▶ **Your goal**: Set the entries below down again, please. Match them exactly.

▶ **Data for this task**:

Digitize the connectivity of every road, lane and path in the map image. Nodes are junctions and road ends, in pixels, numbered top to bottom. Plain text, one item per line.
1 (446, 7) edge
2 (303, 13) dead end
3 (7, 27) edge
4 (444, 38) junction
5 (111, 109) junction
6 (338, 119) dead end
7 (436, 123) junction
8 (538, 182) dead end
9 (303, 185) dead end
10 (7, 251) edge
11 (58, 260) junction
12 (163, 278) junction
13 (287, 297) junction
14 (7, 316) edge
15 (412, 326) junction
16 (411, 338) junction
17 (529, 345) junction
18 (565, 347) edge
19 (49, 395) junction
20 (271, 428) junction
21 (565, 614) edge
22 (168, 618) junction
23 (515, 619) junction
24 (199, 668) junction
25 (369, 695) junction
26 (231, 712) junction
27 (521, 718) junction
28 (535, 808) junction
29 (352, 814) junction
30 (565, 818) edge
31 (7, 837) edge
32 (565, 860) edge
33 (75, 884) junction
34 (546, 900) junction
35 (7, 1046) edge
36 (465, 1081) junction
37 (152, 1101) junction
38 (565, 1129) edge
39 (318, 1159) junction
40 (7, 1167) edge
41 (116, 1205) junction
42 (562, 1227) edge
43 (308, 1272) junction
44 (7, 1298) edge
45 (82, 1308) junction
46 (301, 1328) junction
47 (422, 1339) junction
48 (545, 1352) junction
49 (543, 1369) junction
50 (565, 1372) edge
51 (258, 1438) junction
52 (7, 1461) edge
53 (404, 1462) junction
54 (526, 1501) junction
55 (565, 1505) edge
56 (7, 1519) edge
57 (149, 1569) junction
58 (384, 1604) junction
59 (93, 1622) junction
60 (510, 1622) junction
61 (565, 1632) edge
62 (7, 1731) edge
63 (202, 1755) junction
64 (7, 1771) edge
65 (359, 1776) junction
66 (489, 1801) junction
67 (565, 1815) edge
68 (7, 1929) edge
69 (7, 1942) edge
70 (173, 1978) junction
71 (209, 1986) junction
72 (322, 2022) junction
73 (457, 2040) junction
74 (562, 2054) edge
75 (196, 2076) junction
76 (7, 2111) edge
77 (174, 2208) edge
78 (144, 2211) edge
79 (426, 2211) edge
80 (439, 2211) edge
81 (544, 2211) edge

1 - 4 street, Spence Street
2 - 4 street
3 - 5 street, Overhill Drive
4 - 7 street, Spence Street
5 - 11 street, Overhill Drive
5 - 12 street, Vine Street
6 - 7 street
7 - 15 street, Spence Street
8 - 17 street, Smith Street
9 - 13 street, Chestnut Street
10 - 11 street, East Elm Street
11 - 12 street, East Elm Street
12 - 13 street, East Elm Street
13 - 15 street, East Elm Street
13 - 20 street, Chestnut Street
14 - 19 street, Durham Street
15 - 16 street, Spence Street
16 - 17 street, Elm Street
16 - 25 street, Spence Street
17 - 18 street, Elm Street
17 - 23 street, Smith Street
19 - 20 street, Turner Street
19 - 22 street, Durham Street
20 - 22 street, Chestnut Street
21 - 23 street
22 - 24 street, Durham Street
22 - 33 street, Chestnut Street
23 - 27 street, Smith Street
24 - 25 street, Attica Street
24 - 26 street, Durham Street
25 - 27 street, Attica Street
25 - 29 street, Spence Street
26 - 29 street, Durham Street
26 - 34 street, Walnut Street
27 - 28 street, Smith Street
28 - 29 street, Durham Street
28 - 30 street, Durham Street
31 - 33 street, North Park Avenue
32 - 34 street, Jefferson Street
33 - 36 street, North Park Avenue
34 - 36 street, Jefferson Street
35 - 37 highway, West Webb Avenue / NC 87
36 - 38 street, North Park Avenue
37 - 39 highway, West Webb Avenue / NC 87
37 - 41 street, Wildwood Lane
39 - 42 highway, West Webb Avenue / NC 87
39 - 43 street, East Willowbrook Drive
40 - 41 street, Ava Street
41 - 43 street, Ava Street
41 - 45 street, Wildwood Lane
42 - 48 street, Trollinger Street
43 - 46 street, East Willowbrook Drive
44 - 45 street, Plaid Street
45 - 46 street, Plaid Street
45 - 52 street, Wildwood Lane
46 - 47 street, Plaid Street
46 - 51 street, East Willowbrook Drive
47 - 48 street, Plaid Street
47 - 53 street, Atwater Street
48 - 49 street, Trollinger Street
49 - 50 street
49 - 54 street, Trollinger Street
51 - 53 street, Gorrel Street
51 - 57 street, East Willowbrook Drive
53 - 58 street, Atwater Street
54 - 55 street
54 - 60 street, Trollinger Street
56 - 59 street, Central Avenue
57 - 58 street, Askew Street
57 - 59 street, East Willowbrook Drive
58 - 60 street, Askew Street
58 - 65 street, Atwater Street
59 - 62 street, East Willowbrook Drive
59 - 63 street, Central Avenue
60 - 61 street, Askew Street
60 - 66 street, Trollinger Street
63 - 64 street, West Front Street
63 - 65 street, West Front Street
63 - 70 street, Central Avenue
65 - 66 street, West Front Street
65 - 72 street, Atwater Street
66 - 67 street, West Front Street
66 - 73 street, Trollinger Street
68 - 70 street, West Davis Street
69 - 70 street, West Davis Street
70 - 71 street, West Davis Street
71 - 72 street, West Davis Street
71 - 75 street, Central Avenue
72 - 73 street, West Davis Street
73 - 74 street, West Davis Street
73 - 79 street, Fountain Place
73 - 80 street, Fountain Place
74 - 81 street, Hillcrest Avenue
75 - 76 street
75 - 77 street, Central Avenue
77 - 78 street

▶ **Response to the exercise**:
Digitize the connectivity of every road, lane and path in the map image. Nodes are junctions and road ends, in pixels, numbered top to bottom. Plain text, one item per line.
1 (446, 7) edge
2 (303, 13) dead end
3 (7, 27) edge
4 (444, 38) junction
5 (111, 109) junction
6 (338, 119) dead end
7 (436, 123) junction
8 (538, 182) dead end
9 (303, 185) dead end
10 (7, 251) edge
11 (58, 260) junction
12 (163, 278) junction
13 (287, 297) junction
14 (7, 316) edge
15 (412, 326) junction
16 (411, 338) junction
17 (529, 345) junction
18 (565, 347) edge
19 (49, 395) junction
20 (271, 428) junction
21 (565, 614) edge
22 (168, 618) junction
23 (515, 619) junction
24 (199, 668) junction
25 (369, 695) junction
26 (231, 712) junction
27 (521, 718) junction
28 (535, 808) junction
29 (352, 814) junction
30 (565, 818) edge
31 (7, 837) edge
32 (565, 860) edge
33 (75, 884) junction
34 (546, 900) junction
35 (7, 1046) edge
36 (465, 1081) junction
37 (152, 1101) junction
38 (565, 1129) edge
39 (318, 1159) junction
40 (7, 1167) edge
41 (116, 1205) junction
42 (562, 1227) edge
43 (308, 1272) junction
44 (7, 1298) edge
45 (82, 1308) junction
46 (301, 1328) junction
47 (422, 1339) junction
48 (545, 1352) junction
49 (543, 1369) junction
50 (565, 1372) edge
51 (258, 1438) junction
52 (7, 1461) edge
53 (404, 1462) junction
54 (526, 1501) junction
55 (565, 1505) edge
56 (7, 1519) edge
57 (149, 1569) junction
58 (384, 1604) junction
59 (93, 1622) junction
60 (510, 1622) junction
61 (565, 1632) edge
62 (7, 1731) edge
63 (202, 1755) junction
64 (7, 1771) edge
65 (359, 1776) junction
66 (489, 1801) junction
67 (565, 1815) edge
68 (7, 1929) edge
69 (7, 1942) edge
70 (173, 1978) junction
71 (209, 1986) junction
72 (322, 2022) junction
73 (457, 2040) junction
74 (562, 2054) edge
75 (196, 2076) junction
76 (7, 2111) edge
77 (174, 2208) edge
78 (144, 2211) edge
79 (426, 2211) edge
80 (439, 2211) edge
81 (544, 2211) edge

1 - 4 street, Spence Street
2 - 4 street
3 - 5 street, Overhill Drive
4 - 7 street, Spence Street
5 - 11 street, Overhill Drive
5 - 12 street, Vine Street
6 - 7 street
7 - 15 street, Spence Street
8 - 17 street, Smith Street
9 - 13 street, Chestnut Street
10 - 11 street, East Elm Street
11 - 12 street, East Elm Street
12 - 13 street, East Elm Street
13 - 15 street, East Elm Street
13 - 20 street, Chestnut Street
14 - 19 street, Durham Street
15 - 16 street, Spence Street
16 - 17 street, Elm Street
16 - 25 street, Spence Street
17 - 18 street, Elm Street
17 - 23 street, Smith Street
19 - 20 street, Turner Street
19 - 22 street, Durham Street
20 - 22 street, Chestnut Street
21 - 23 street
22 - 24 street, Durham Street
22 - 33 street, Chestnut Street
23 - 27 street, Smith Street
24 - 25 street, Attica Street
24 - 26 street, Durham Street
25 - 27 street, Attica Street
25 - 29 street, Spence Street
26 - 29 street, Durham Street
26 - 34 street, Walnut Street
27 - 28 street, Smith Street
28 - 29 street, Durham Street
28 - 30 street, Durham Street
31 - 33 street, North Park Avenue
32 - 34 street, Jefferson Street
33 - 36 street, North Park Avenue
34 - 36 street, Jefferson Street
35 - 37 highway, West Webb Avenue / NC 87
36 - 38 street, North Park Avenue
37 - 39 highway, West Webb Avenue / NC 87
37 - 41 street, Wildwood Lane
39 - 42 highway, West Webb Avenue / NC 87
39 - 43 street, East Willowbrook Drive
40 - 41 street, Ava Street
41 - 43 street, Ava Street
41 - 45 street, Wildwood Lane
42 - 48 street, Trollinger Street
43 - 46 street, East Willowbrook Drive
44 - 45 street, Plaid Street
45 - 46 street, Plaid Street
45 - 52 street, Wildwood Lane
46 - 47 street, Plaid Street
46 - 51 street, East Willowbrook Drive
47 - 48 street, Plaid Street
47 - 53 street, Atwater Street
48 - 49 street, Trollinger Street
49 - 50 street
49 - 54 street, Trollinger Street
51 - 53 street, Gorrel Street
51 - 57 street, East Willowbrook Drive
53 - 58 street, Atwater Street
54 - 55 street
54 - 60 street, Trollinger Street
56 - 59 street, Central Avenue
57 - 58 street, Askew Street
57 - 59 street, East Willowbrook Drive
58 - 60 street, Askew Street
58 - 65 street, Atwater Street
59 - 62 street, East Willowbrook Drive
59 - 63 street, Central Avenue
60 - 61 street, Askew Street
60 - 66 street, Trollinger Street
63 - 64 street, West Front Street
63 - 65 street, West Front Street
63 - 70 street, Central Avenue
65 - 66 street, West Front Street
65 - 72 street, Atwater Street
66 - 67 street, West Front Street
66 - 73 street, Trollinger Street
68 - 70 street, West Davis Street
69 - 70 street, West Davis Street
70 - 71 street, West Davis Street
71 - 72 street, West Davis Street
71 - 75 street, Central Avenue
72 - 73 street, West Davis Street
73 - 74 street, West Davis Street
73 - 79 street, Fountain Place
73 - 80 street, Fountain Place
74 - 81 street, Hillcrest Avenue
75 - 76 street
75 - 77 street, Central Avenue
77 - 78 street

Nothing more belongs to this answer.